* PROMPT *
Reproduce all the data verbatim.

"""

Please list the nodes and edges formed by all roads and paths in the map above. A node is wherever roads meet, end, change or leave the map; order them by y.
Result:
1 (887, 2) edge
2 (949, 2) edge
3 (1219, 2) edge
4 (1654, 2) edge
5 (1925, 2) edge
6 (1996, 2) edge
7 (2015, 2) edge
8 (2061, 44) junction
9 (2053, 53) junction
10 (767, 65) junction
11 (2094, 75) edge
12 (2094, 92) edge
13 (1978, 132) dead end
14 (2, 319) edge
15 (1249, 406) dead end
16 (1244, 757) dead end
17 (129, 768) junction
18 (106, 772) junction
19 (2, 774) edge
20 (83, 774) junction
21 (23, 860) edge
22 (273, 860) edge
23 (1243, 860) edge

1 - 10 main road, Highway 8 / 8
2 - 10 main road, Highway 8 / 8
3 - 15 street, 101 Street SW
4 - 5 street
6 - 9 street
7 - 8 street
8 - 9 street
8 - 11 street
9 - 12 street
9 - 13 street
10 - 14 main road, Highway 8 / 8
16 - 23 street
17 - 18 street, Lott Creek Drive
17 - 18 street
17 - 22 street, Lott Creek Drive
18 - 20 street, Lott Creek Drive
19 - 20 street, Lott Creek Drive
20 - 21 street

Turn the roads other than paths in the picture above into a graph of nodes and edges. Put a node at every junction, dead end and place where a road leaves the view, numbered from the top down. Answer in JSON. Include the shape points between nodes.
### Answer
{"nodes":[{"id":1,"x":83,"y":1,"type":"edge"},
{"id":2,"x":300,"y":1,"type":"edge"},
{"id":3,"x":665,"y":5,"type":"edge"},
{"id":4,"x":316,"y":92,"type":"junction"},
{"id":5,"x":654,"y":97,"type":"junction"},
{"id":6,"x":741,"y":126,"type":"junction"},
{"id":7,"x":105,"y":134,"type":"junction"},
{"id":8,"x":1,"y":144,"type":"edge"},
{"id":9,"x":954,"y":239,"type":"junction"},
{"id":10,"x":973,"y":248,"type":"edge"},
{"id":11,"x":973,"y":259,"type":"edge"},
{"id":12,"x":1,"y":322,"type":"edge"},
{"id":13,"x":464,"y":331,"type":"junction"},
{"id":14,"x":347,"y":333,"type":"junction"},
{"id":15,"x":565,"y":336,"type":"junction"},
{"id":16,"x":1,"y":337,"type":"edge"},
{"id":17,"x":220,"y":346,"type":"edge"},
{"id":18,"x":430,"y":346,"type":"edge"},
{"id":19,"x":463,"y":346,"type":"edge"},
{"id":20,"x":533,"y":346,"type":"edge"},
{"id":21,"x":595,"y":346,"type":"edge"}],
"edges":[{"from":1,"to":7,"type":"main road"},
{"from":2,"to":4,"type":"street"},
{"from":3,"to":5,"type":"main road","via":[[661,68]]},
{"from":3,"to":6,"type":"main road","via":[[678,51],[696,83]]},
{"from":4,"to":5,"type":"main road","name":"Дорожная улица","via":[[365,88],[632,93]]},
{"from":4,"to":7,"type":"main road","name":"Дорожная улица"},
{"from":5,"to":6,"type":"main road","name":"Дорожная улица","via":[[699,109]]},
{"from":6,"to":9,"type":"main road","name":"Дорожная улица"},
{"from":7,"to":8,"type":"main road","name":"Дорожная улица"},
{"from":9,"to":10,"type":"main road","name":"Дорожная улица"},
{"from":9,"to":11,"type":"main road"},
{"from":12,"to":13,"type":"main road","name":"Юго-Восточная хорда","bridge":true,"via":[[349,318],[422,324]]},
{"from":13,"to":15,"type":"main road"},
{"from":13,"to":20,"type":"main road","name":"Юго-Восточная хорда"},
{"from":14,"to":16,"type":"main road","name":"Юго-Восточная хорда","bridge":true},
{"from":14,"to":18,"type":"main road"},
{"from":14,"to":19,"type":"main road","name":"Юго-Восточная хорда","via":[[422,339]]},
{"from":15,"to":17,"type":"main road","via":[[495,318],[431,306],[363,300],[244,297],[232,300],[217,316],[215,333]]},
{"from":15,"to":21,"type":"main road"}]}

"""

* EXERCISE ANSWER *
Please list the nodes and edges formed by all roads and paths in the map above. A node is wherever roads meet, end, change or leave the map; order them by y.
Result:
1 (887, 2) edge
2 (949, 2) edge
3 (1219, 2) edge
4 (1654, 2) edge
5 (1925, 2) edge
6 (1996, 2) edge
7 (2015, 2) edge
8 (2061, 44) junction
9 (2053, 53) junction
10 (767, 65) junction
11 (2094, 75) edge
12 (2094, 92) edge
13 (1978, 132) dead end
14 (2, 319) edge
15 (1249, 406) dead end
16 (1244, 757) dead end
17 (129, 768) junction
18 (106, 772) junction
19 (2, 774) edge
20 (83, 774) junction
21 (23, 860) edge
22 (273, 860) edge
23 (1243, 860) edge

1 - 10 main road, Highway 8 / 8
2 - 10 main road, Highway 8 / 8
3 - 15 street, 101 Street SW
4 - 5 street
6 - 9 street
7 - 8 street
8 - 9 street
8 - 11 street
9 - 12 street
9 - 13 street
10 - 14 main road, Highway 8 / 8
16 - 23 street
17 - 18 street, Lott Creek Drive
17 - 18 street
17 - 22 street, Lott Creek Drive
18 - 20 street, Lott Creek Drive
19 - 20 street, Lott Creek Drive
20 - 21 street

Turn the roads other than paths in the picture above into a graph of nodes and edges. Put a node at every junction, dead end and place where a road leaves the view, numbered from the top down. Answer in JSON. Include the shape points between nodes.
### Answer
{"nodes":[{"id":1,"x":83,"y":1,"type":"edge"},
{"id":2,"x":300,"y":1,"type":"edge"},
{"id":3,"x":665,"y":5,"type":"edge"},
{"id":4,"x":316,"y":92,"type":"junction"},
{"id":5,"x":654,"y":97,"type":"junction"},
{"id":6,"x":741,"y":126,"type":"junction"},
{"id":7,"x":105,"y":134,"type":"junction"},
{"id":8,"x":1,"y":144,"type":"edge"},
{"id":9,"x":954,"y":239,"type":"junction"},
{"id":10,"x":973,"y":248,"type":"edge"},
{"id":11,"x":973,"y":259,"type":"edge"},
{"id":12,"x":1,"y":322,"type":"edge"},
{"id":13,"x":464,"y":331,"type":"junction"},
{"id":14,"x":347,"y":333,"type":"junction"},
{"id":15,"x":565,"y":336,"type":"junction"},
{"id":16,"x":1,"y":337,"type":"edge"},
{"id":17,"x":220,"y":346,"type":"edge"},
{"id":18,"x":430,"y":346,"type":"edge"},
{"id":19,"x":463,"y":346,"type":"edge"},
{"id":20,"x":533,"y":346,"type":"edge"},
{"id":21,"x":595,"y":346,"type":"edge"}],
"edges":[{"from":1,"to":7,"type":"main road"},
{"from":2,"to":4,"type":"street"},
{"from":3,"to":5,"type":"main road","via":[[661,68]]},
{"from":3,"to":6,"type":"main road","via":[[678,51],[696,83]]},
{"from":4,"to":5,"type":"main road","name":"Дорожная улица","via":[[365,88],[632,93]]},
{"from":4,"to":7,"type":"main road","name":"Дорожная улица"},
{"from":5,"to":6,"type":"main road","name":"Дорожная улица","via":[[699,109]]},
{"from":6,"to":9,"type":"main road","name":"Дорожная улица"},
{"from":7,"to":8,"type":"main road","name":"Дорожная улица"},
{"from":9,"to":10,"type":"main road","name":"Дорожная улица"},
{"from":9,"to":11,"type":"main road"},
{"from":12,"to":13,"type":"main road","name":"Юго-Восточная хорда","bridge":true,"via":[[349,318],[422,324]]},
{"from":13,"to":15,"type":"main road"},
{"from":13,"to":20,"type":"main road","name":"Юго-Восточная хорда"},
{"from":14,"to":16,"type":"main road","name":"Юго-Восточная хорда","bridge":true},
{"from":14,"to":18,"type":"main road"},
{"from":14,"to":19,"type":"main road","name":"Юго-Восточная хорда","via":[[422,339]]},
{"from":15,"to":17,"type":"main road","via":[[495,318],[431,306],[363,300],[244,297],[232,300],[217,316],[215,333]]},
{"from":15,"to":21,"type":"main road"}]}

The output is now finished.